Cet homme de lettres, devenu cinéaste presque par hasard, (sur les conseils d’une amie), poursuit son engagement, en offrant Malcolm le tailleur de visions, à la Fondation Malcolm de Chazal, pour perpétuer la mémoire de ce philosophe, à la fois écrivain et homme de lettres. « Il n’y a qu’à travers l’audiovisuel que l’on peut restituer une nouvelle vie à ce fils du sol, ce génie national, ce créateur littéraire qui a jeté des ondes puissantes sur le ciel parisien, en bousuclant le surréalisme dans la littérature. »

Malcolm le tailleur de visions sera ainsi disponible pour des diffusions dans les établissements scolaires. Il sera également prêté à tous ceux qui en font la demande. « Je souhaite que ce film puisse stimuler tous ceux qui s’intéressent à l’œuvre de Malcolm de Chazal et qu’il permette à ceux qui ne la connaissent pas, d’être touchés par l’œuvre de ce grand homme, » explique-t-il. Khal Torabully a ainsi accordé le droit, à diffusion illimitée, à la Fondation Malcolm de Chazal.

Après avoir collaboré au travail d’écriture sur Rachida, le film maintes fois récompensé de Yamina Bashir-Chouikh, Khal Torabully a été approché par Barcha Bauer, cinéaste africain, pour co-écrire avec lui, Des Indes aux Iles. Ce documentaire, réalisé pour le compte de RFO Paris, est axé sur l’immigration indienne aux Antilles, principalement en Guadeloupe et en Martinique.

Des Indes aux Iles sera diffusé dans le cadre du 169ème anniversaire de l’arrivée des engagés Indiens en Guadeloupe, célébré cette année. « Avec l’abolition de l’esclavage et la décision de cultiver le sucre de façon intensive, l’odyssée coolie débute. Certains Indiens se sont alors installés aux Antilles. Ces Indiens, en rupture de ban avec leur société, ont eu beaucoup de mal à s’intégrer. Mais au fil du temps, ils se sont révélés. Les mondes créoles et coolies ont alors vécu côte à côte. Ce documentaire se conjugue sur deux axes. Il s’interroge d’abord sur ce que sont devenus les descendants des coolies aux Antilles, puis, il suit le retour de ces Antillais en Inde, avant de filmer leur retour aux Antilles. »
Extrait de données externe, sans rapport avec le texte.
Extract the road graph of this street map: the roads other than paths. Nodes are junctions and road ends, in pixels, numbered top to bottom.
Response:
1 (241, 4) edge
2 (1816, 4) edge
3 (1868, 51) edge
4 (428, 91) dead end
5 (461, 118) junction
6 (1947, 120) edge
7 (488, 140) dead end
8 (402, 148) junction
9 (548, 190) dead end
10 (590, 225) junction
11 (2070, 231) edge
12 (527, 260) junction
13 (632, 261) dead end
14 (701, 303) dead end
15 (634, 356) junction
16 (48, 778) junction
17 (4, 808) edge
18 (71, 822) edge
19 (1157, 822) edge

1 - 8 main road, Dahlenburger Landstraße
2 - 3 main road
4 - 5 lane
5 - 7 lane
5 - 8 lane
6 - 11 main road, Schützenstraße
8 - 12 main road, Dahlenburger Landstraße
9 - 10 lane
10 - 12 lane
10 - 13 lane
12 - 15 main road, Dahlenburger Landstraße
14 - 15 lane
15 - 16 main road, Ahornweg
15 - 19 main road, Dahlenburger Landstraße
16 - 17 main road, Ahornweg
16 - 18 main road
Co-produit par RFO et les productions La Lanterne, Des Indes aux Iles, est actuellement en train d’être tourné à Pondicherry, après avoir été tourné en Guadeloupe. Ce documentaire raconte le quotidien des descendants de « coolies », certains devenus agriculteurs, éleveurs tandis que d’autres se sont intéressés aux professions libérales.

Khal Torabully et Barcha Bauer ont fait appel à des historiens et à des écrivains, capables d’expliquer l’intégration des descendants de coolies aux Antilles. Khal Torabully intervient également dans le documentaire, pour apporter son éclairage d’écrivain engagé dans la « coolitude ». La « coolitude », notion inventée par Khal Torabully dans Cale d’Etoiles, signifie « la rencontre entre l’imaginaire de l’Inde, de la Chine, de l’Europe, de l’Afrique et de l’espace arabo-musulman». Le cinéaste ajoute : « C’est une richesse extraordinaire que de pouvoir passer d’une richesse à une autre, sans s’appauvrir et sans se sentir menacé dans sa propre culture.»
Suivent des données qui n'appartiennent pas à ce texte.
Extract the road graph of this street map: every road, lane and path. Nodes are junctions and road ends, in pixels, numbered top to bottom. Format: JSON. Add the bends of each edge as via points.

Khal Torabully poursuit ainsi son chemin de cinéaste, en travaillant sur d’autres projets. Une fois Des Indes aux Iles terminé, il planchera sur une série de cinq documentaires, baptisé Murmures de l’Océan Indien, qui sera co-réalisé avec Didier Moreau. Mais pourquoi cette passion pour le documentaire ? « Le documentaire offre une ouverture sur les réalités du monde. Il livre une partie de la réalité, suscite la réflexion et satisfait la soif de connaissance de tout un chacun, » explique le cinéaste.
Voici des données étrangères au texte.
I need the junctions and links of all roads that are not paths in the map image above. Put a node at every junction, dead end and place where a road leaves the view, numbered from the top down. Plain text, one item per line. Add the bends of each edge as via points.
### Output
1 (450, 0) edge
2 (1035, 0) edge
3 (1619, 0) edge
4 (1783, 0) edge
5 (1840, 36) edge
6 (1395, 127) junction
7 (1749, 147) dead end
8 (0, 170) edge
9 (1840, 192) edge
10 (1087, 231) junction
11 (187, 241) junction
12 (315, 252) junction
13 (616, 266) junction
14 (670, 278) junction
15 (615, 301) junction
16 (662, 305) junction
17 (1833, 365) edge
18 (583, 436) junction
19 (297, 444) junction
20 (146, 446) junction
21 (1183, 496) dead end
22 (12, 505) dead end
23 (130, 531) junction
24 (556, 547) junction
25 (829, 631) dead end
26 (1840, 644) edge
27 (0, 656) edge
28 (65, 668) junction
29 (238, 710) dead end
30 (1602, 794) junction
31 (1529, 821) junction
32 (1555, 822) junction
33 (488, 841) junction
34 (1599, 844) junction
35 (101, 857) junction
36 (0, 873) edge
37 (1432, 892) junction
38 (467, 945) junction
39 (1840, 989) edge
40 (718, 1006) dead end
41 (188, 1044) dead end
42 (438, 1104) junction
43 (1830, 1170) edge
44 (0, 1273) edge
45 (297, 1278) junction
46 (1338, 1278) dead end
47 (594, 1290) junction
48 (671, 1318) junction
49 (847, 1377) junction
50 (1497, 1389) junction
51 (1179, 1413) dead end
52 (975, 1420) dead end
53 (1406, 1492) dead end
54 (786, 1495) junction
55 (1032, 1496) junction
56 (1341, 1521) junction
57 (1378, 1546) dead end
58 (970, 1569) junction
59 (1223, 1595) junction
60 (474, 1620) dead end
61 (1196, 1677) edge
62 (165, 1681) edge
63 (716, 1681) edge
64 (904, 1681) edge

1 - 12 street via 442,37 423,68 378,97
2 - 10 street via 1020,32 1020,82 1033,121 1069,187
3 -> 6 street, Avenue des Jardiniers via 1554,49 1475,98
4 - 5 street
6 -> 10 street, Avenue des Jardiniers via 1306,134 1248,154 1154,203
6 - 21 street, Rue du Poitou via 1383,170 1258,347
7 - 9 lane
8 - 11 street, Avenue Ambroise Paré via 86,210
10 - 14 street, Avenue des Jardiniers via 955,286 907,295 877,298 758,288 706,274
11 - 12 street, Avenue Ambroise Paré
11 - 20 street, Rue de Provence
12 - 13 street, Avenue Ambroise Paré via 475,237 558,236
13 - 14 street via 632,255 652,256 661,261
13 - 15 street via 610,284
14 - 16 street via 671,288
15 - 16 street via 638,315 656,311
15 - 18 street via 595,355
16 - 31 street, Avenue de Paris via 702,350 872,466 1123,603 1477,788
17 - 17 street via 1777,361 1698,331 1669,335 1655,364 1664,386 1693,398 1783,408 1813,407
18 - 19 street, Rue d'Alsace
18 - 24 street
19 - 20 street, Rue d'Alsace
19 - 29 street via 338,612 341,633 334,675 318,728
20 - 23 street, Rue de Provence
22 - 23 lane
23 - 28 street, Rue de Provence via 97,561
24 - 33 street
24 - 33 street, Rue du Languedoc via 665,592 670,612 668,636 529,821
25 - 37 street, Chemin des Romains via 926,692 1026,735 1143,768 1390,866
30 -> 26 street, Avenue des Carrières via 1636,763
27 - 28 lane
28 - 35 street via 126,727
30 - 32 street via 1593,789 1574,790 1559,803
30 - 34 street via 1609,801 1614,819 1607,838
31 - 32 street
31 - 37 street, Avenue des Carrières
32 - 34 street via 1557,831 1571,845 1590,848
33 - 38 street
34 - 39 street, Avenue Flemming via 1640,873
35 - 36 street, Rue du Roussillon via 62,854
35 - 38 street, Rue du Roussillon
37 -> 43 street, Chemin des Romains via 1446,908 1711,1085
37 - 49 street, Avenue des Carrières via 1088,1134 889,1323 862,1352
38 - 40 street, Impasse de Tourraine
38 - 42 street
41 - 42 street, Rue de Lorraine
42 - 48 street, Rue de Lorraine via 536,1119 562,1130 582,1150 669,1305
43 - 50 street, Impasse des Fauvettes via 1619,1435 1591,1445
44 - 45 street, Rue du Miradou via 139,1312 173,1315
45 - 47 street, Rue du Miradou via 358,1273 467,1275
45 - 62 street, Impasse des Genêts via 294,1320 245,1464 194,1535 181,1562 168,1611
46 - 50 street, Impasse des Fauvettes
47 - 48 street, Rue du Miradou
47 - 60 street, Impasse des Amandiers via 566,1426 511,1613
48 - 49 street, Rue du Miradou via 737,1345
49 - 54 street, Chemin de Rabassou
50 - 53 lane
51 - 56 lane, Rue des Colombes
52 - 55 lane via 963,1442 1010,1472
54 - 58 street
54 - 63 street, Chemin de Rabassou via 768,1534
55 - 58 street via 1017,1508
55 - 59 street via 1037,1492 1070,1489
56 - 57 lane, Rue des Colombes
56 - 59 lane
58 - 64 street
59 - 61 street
En attendant de réaliser son premier long-métrage, en collaboration avec Mahmat Saleh Haroun, porte-drapeau du Tchad, Khal Torabully s’offre quelques jours de vacances bien mérités dans son pays de naissance et de cœur. « Depuis que Bénarès et La Cathédrale ont montré la voie, et tandis que d’autres, comme David Constantin, voient leurs efforts couronnés, j’ai envie de leur emboîter le pas et de faire de la fiction, » confie Khal Torabully.

Un souhait qui ne devrait pas tarder à prendre forme.